Every Month is Library Month
Book Sluts Never Die
My colleague Danielle designed this banner for the Ottawa Public Library. What a joy to see it in the wild. I am lucky to work with libraries and literacy organizations.
October was Library Month. I have been quite busy, so I didn’t quite get to celebrate. I packed up my own library into 35 boxes. Better ways to celebrate: I would have gone to Carleton University’s MacOdrum Library, where I can read old books long removed OPL shelves and look out on the Experimental Farm from the fifth floor. I would have gone to the National Gallery of Canada’s Library & Archives, where I have to make an appointment by email to reference past exhibit catalogues and weird art books. Plus I’d get a great view of Kìwekì Point and the Kichi Zibi, a.k.a. Nepean Point and the Ottawa River. I can see Algonquin College’s Library from my front step, when the leaves have all fallen. But they are holding on… And there isn’t much of interest there anyway. The best libraries have old, strange books and nice vistas, clearly.
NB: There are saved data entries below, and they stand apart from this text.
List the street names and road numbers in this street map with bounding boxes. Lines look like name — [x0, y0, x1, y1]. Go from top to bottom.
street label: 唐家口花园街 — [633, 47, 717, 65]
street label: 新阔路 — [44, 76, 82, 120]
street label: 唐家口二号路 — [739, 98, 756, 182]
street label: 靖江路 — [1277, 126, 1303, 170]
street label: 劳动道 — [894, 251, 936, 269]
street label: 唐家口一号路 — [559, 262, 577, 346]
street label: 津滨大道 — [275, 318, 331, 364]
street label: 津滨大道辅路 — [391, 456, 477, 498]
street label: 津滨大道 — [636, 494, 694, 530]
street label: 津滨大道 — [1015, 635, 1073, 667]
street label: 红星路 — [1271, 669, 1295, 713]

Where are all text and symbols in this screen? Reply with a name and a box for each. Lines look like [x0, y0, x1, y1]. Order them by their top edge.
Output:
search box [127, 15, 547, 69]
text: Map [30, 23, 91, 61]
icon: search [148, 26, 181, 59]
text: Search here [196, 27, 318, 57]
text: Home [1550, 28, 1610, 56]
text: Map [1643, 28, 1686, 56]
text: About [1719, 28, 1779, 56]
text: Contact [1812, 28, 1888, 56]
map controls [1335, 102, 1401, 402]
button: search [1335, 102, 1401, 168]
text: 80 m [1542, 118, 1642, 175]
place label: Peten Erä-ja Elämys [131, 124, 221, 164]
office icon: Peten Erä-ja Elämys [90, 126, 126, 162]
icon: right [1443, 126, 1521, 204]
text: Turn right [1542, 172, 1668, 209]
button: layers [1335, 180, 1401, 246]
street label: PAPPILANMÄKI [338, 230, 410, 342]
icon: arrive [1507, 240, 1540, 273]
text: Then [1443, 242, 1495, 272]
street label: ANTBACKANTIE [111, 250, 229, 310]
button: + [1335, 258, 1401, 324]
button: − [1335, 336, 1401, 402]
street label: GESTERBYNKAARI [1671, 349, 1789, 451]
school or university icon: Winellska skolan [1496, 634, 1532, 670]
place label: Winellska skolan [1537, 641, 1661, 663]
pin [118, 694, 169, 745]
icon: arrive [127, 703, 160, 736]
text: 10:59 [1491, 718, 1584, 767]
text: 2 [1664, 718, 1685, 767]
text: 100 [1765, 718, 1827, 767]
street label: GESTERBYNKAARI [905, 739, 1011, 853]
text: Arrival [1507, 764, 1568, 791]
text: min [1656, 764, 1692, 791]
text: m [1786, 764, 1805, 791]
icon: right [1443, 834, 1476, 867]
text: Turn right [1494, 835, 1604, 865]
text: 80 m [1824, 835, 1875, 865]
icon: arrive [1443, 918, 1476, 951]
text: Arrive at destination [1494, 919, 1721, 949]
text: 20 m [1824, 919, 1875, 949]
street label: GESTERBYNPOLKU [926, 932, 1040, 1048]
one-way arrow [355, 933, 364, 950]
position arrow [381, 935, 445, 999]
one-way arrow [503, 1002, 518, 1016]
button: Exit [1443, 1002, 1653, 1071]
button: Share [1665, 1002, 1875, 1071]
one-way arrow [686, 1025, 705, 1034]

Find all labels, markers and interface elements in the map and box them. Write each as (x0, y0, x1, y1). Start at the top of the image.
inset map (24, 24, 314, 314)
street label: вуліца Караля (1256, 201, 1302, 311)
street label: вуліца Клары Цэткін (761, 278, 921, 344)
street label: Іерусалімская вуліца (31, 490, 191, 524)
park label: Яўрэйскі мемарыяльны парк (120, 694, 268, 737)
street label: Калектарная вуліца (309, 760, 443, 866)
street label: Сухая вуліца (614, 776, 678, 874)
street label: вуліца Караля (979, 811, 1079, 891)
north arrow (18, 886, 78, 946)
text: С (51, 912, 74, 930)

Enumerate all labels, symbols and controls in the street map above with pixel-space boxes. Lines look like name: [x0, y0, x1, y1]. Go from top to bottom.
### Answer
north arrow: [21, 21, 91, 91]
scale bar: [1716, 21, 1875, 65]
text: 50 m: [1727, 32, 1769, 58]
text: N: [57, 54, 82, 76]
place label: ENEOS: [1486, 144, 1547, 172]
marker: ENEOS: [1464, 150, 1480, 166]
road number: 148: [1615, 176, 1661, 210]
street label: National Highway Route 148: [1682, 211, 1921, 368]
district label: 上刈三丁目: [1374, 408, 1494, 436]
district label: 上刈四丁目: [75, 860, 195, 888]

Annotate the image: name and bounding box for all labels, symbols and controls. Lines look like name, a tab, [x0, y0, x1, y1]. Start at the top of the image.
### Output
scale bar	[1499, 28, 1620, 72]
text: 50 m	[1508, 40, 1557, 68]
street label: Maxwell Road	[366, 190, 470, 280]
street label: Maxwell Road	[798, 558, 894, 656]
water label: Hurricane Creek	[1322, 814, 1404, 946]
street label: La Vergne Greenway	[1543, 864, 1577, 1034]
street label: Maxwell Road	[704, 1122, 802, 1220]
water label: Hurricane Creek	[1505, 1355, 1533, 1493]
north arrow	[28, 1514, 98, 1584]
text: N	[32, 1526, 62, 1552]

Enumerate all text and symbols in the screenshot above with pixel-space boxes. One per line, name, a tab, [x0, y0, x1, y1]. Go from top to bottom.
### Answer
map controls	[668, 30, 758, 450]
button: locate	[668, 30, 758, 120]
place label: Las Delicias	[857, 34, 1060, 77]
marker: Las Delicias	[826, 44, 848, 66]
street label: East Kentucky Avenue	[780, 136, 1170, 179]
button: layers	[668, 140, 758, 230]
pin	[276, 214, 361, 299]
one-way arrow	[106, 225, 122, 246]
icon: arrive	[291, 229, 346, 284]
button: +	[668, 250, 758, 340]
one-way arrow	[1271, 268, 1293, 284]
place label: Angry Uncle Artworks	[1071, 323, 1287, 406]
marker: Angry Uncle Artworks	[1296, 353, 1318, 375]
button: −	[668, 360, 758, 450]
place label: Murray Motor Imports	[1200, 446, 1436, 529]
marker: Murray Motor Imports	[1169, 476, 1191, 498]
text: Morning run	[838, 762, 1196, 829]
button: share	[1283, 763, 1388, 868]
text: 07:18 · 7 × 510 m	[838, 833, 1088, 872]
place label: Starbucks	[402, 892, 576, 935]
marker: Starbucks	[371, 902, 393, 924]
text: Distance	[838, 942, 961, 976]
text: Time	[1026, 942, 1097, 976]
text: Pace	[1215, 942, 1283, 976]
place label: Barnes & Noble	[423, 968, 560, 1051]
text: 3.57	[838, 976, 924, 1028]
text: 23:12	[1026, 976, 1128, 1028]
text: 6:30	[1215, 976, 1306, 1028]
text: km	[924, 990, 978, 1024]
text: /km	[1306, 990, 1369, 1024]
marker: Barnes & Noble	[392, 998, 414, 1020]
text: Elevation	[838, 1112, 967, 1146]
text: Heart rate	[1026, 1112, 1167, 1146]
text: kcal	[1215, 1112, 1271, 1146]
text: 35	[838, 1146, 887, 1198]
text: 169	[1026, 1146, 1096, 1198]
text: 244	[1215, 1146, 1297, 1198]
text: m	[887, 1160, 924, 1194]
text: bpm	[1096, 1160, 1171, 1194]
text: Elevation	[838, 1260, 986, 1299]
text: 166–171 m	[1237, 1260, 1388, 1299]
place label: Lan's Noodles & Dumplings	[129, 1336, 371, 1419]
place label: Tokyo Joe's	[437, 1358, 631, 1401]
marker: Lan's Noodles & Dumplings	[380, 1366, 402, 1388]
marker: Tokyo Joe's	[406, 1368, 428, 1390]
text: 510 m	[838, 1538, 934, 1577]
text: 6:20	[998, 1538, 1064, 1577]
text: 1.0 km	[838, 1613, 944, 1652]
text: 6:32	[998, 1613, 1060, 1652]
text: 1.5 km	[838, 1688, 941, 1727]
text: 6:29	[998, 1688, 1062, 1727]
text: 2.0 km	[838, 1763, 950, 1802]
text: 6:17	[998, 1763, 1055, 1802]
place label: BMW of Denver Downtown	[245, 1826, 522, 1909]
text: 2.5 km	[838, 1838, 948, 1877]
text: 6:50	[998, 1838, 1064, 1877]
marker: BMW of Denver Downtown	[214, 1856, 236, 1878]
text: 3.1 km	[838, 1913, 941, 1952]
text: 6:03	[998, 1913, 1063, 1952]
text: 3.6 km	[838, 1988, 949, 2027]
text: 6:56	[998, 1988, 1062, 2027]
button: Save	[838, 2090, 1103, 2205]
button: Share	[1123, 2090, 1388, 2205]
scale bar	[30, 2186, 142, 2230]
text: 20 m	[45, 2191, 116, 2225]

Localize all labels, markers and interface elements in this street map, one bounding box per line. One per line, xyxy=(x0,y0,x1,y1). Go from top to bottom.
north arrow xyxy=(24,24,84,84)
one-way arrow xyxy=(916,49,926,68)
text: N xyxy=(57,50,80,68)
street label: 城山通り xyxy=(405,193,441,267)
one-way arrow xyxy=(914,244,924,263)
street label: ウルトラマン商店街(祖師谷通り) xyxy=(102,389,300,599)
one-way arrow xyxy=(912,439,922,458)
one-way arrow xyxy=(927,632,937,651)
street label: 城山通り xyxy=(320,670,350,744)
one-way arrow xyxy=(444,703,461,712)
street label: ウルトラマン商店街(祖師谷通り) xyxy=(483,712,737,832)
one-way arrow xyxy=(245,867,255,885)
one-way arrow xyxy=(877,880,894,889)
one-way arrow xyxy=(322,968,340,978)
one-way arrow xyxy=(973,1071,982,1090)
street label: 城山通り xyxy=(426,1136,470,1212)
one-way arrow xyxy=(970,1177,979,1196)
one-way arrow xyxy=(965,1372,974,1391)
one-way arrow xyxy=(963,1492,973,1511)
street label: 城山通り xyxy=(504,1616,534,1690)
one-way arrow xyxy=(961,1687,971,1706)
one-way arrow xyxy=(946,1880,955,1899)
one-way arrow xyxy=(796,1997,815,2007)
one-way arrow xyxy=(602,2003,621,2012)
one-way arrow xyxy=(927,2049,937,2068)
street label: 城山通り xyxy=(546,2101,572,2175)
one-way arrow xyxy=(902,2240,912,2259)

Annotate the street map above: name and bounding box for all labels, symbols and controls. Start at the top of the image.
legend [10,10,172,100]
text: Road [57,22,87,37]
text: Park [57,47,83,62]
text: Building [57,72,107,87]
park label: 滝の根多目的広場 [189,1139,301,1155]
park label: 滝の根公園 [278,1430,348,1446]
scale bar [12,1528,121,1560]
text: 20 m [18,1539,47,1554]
Ah, I should have visited the Book Nook in the basement of Julian of Norwich Anglican Church, run by often kind and only sometimes churlish church ladies—but that’s only open from 12PM to 3PM on the first Thursday and Friday of every month. I will likely never go there again, because it will be torn down to build, of course, condos.
“Motto” by Bertolt Brecht
In the dark times
Will there also be singing?
Yes, there will also be singing.
About the dark times.
I got rid of 700 books in the last two months, in preparation for a move to Nova Scotia. Sold them at a garage sale, to Black Squirrel Books, on Facebook Marketplace. I donated 200 to the Friends of the Ottawa Public Library, whose library branch book shops have kept me stocked with copies of Dog Man, The Magic School Bus, Arthur and I Spys for years. And now I’m heading east tomorrow with only a few books in tow: about 700.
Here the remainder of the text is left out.